«Seifenoper» um Portugal-Trainer nach 0:1 vor Ende
Lissabon (dpa) - 08.09.2010, 14:57 Uhr
Der Norweger Erik Huseklepp (m) lässt die beiden Portugiesen Miguel Veloso (l) und Ricardo Quaresma alt aussehen.
Portugals Fußballer schlittern von einer Blamage in die nächste, das 0:1 in Norwegen in der EM-Qualifikation könnte dem gesperrten Nationaltrainer Carlos Queiroz nun das Genick brechen. «Diese Seifenoper muss so schnell wie möglich beendet werden», forderte Mittelfeldspieler Tiago von Atlético Madrid nach der Schlappe von Olso energisch. Queiroz war vor wenigen Tagen von der Antidopingbehörde ADoP für sechs Monate gesperrt worden, weil er Dopingkontrolleure vor der WM wüst beschimpft und deren Arbeit behindert haben soll. «Natürlich wirkt sich die Affäre um Queiroz negativ auf uns aus. Auf ganz Portugal übrigens», erklärte Tiago und sprach als erster der betroffenen Nationalspieler Klartext. Vier Tage nach dem peinlich-skurrilen 4:4 zu Hause gegen Fußball- Zwerg Zypern zum Auftakt der EM-Quali war Queiroz nach Oslo geflogen, um sich das Spiel von der Tribüne aus anzuschauen. Laut Medien soll der 57-Jährige auch seine Schützlinge um Unterstützung gebeten haben. Umsonst, behauptete die Zeitung «Correio da Manha». «Die Tage von Queiroz als Nationaltrainer sind gezählt», schrieb das Massenblatt.

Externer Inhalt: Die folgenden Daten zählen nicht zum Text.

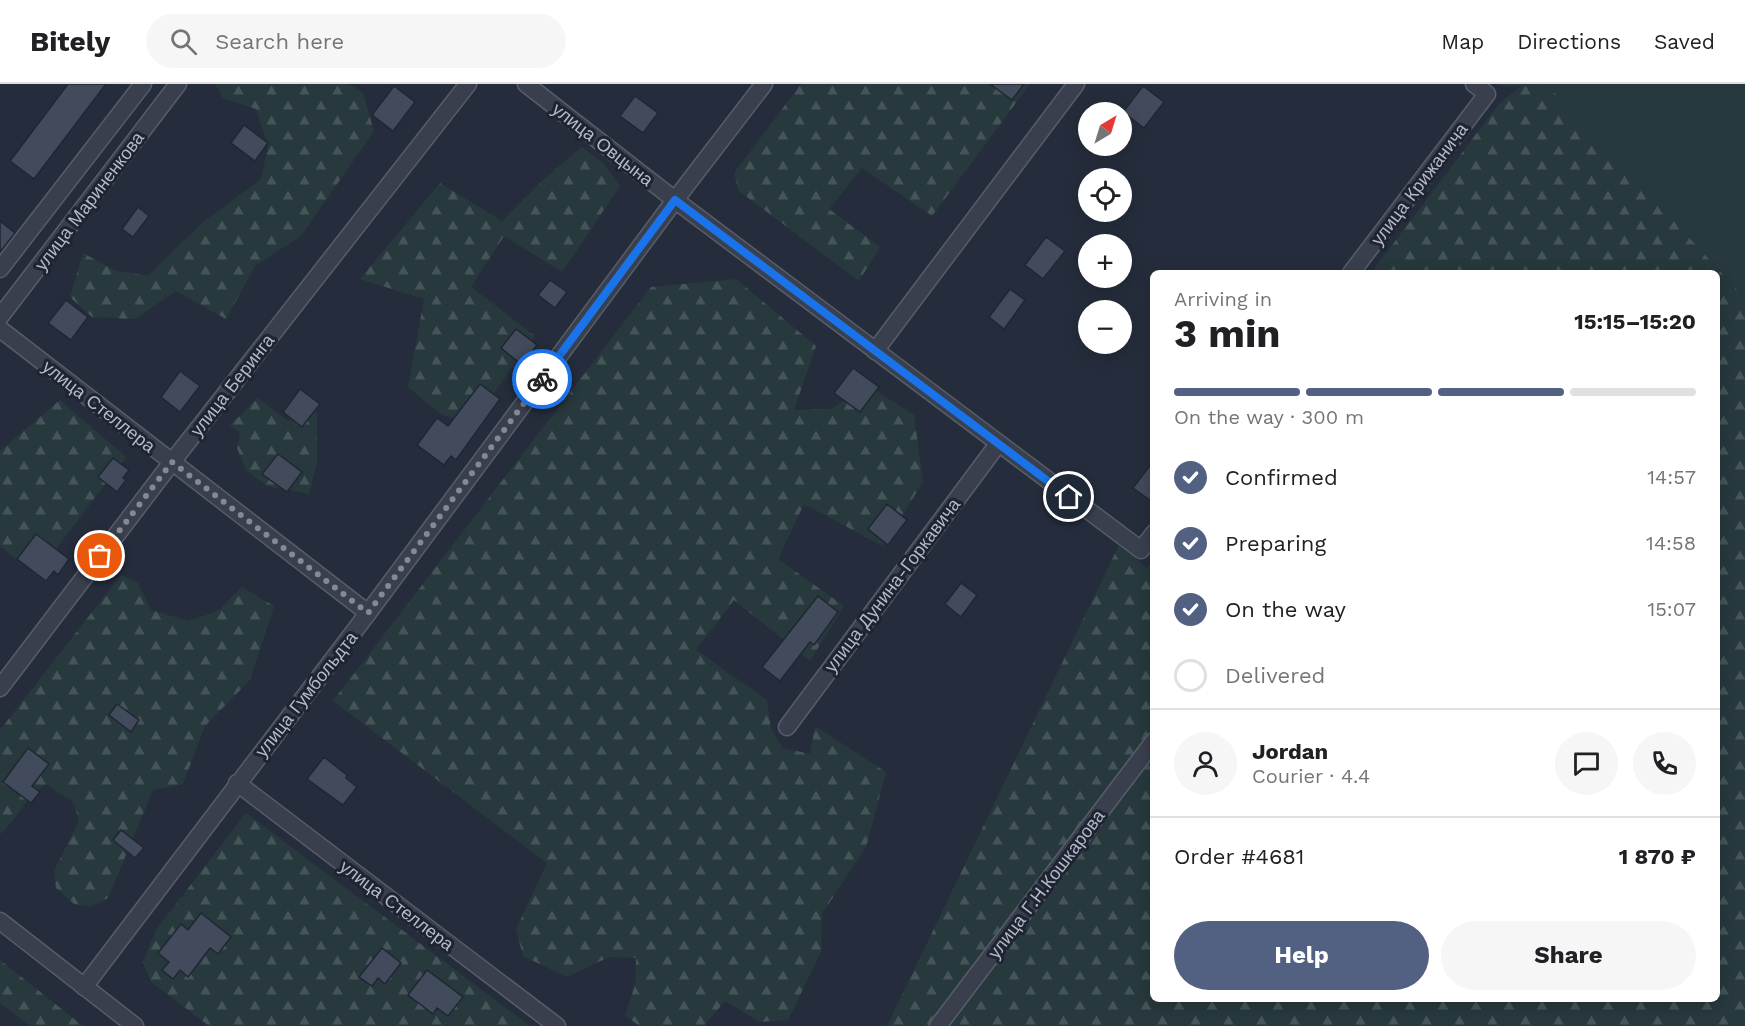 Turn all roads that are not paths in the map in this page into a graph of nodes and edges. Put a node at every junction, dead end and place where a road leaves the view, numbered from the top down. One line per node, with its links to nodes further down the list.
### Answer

Der vorerst zum Chef avancierte Co-Trainer Agostinho Oliveira räumte ein: «Unsere Lage ist besorgniserregend.» Tiago sprach von einer «schwarzen Wolke». Die Konzentration auf die sportlichen Aufgaben sei unmöglich. Das «Problem» könnte jedoch bald beigelegt werden. Fast alle Medien in Portugal glauben zu wissen, dass Queiroz noch vor dem Wochenende vom Fußball-Verband zwei Jahre vor Vertragsende vor die Tür gesetzt wird. Als Favorit auf die Nachfolge gilt der frühere Nationalspieler Paulo Bento, der bisher nur Sporting Lissabon hauptamtlich betreute und im vergangenen Jahr vom Traditionsclub nach einer enttäuschenden Saison entlassen worden war. Ohne den weiterhin verletzten Superstar Cristiano Ronaldo zeigten die Gäste in Oslo eine schwache Vorstellung. Torwart Eduardo ermöglichte mit einem groben Fehler das einzige Tor durch Erik Huseklepp in der 21. Minute, das am Ende Portugals erste Pleite gegen Norwegen bedeutete. Von einer «historischen Niederlage» schrieb daher die Sportzeitung «Record». Tiagos Teamkollegen um die erneut unsicheren Abwehrrecken Bruno Alves und Ricardo Carvalho, Mittelfeldregisseur Raul Meireles und Werder Bremens Stürmer Hugo Almeida hüllten sich danach lieber in Schweigen und verschwanden auf dem Flughafen von Lissabon nach der Ankunft fluchtartig durch die Hintertür.